Tennessee fans want to tell her stories of their recollections — about her, Summitt and that time when the Lady Vols were on top of the world. She’s happy to listen, but she knows that world is different now. There are so many good teams. Tennessee has the highest of standards, but Harper — overseeing a team that lost three starters and has six newcomers, four of them freshmen — needs time to establish herself.
It is a balancing act. She knows she represents the best of what was and the hopes of what will be.
“I’ve loved everywhere I’ve been, the universities I’ve worked for,” Harper said. “But it’s just different when it’s your alma mater. There’s a different passion. That love for a university just means something more when it’s yours.
“There are times that I will refer back to the tradition of this program with our players. Maybe during a practice, in a film session, when I’m meeting with them one-on-one. I’ll make a reference to what came before, give them a little bit of history.”

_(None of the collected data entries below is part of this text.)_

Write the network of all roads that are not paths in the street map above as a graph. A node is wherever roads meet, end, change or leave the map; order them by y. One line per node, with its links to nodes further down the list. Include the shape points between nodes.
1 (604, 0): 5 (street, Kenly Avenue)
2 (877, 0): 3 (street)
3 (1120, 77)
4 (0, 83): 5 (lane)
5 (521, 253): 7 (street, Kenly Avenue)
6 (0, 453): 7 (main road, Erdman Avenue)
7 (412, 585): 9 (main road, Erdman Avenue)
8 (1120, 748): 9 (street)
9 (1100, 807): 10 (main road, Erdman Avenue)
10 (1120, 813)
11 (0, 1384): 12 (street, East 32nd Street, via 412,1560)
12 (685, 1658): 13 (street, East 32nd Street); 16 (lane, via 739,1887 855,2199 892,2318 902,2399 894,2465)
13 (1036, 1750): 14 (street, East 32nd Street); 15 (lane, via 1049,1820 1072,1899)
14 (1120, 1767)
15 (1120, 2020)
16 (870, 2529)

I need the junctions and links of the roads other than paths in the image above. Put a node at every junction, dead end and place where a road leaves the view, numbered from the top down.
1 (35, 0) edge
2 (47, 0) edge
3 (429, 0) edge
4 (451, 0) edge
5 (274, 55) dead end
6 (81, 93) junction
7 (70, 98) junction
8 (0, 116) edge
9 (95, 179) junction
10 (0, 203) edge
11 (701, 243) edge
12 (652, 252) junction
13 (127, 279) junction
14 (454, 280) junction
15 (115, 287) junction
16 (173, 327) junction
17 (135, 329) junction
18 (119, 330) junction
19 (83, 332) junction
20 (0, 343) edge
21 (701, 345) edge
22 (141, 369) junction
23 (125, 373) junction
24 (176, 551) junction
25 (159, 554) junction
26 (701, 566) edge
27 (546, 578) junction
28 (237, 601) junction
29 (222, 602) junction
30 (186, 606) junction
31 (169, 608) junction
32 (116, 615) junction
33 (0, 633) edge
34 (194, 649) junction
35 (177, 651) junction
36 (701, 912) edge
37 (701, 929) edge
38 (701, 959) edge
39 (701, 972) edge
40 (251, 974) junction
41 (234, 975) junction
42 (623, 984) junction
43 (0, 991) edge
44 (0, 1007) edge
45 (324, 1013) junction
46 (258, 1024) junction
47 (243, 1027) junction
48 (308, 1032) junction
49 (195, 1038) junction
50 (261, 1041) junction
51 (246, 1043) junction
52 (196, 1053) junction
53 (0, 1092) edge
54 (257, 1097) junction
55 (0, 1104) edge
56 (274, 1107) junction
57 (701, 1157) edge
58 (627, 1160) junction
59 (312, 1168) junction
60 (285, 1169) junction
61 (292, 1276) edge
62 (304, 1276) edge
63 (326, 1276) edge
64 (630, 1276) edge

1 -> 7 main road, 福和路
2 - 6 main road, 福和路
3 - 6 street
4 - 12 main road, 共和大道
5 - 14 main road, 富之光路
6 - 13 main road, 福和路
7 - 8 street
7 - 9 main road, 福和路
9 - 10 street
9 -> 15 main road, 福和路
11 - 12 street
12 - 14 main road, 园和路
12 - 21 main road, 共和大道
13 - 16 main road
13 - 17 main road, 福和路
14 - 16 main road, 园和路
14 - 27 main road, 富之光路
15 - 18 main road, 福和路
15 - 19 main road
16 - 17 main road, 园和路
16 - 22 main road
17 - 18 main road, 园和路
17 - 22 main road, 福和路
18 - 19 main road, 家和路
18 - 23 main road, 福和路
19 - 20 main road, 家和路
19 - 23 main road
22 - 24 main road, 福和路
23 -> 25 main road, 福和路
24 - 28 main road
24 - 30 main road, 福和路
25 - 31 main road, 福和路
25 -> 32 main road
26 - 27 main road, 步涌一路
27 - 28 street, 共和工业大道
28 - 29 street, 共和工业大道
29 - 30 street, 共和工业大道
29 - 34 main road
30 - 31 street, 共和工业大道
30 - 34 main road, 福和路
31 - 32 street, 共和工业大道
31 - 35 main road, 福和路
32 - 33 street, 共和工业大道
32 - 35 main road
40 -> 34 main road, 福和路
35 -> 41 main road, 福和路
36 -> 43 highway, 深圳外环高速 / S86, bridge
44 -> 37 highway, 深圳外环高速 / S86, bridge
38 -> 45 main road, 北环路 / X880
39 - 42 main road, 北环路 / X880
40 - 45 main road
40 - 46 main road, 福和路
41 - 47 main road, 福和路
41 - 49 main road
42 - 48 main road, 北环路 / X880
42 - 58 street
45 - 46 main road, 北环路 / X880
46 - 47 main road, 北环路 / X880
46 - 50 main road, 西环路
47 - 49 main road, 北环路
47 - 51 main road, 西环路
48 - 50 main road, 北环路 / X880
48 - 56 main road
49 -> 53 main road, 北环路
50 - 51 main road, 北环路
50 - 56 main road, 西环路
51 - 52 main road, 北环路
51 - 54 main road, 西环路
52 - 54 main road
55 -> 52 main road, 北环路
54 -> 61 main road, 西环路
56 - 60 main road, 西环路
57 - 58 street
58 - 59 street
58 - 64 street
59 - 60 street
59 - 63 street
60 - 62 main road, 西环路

Summitt did the same thing.
“She’d bring back alums, and they would tell stories,” Harper said. “I think we had a very healthy respect for the history, but I never felt like she threw it in our faces. I don’t know if that’s the right way to say that … I just mean I always felt that we were our own team, but we were so educated about the tradition and how many had laid that foundation.”
Time is relentless, and it moves faster than we realize. It doesn’t seem like all that long ago that Kellie Jolly was the point guard with French braids wearing No. 14 for Tennessee. Now she’s 42, and her son, Jackson, who turns 6 this month, wears a No. 14 jersey as he joins the Lady Vols in warm-ups.
He started doing that at age 3, Harper said, when she was at Missouri State. It was really cute then. It’s even more special to her now.
“There’s something a little different about my son wearing 14 on our court,” said Harper, whose 17-month-old daughter, Kiley, likely will join her brother in warm-ups before long. “It’s kind of cool. It’s an unbelievable place to be, and I’m so happy that they get to grow up in it.”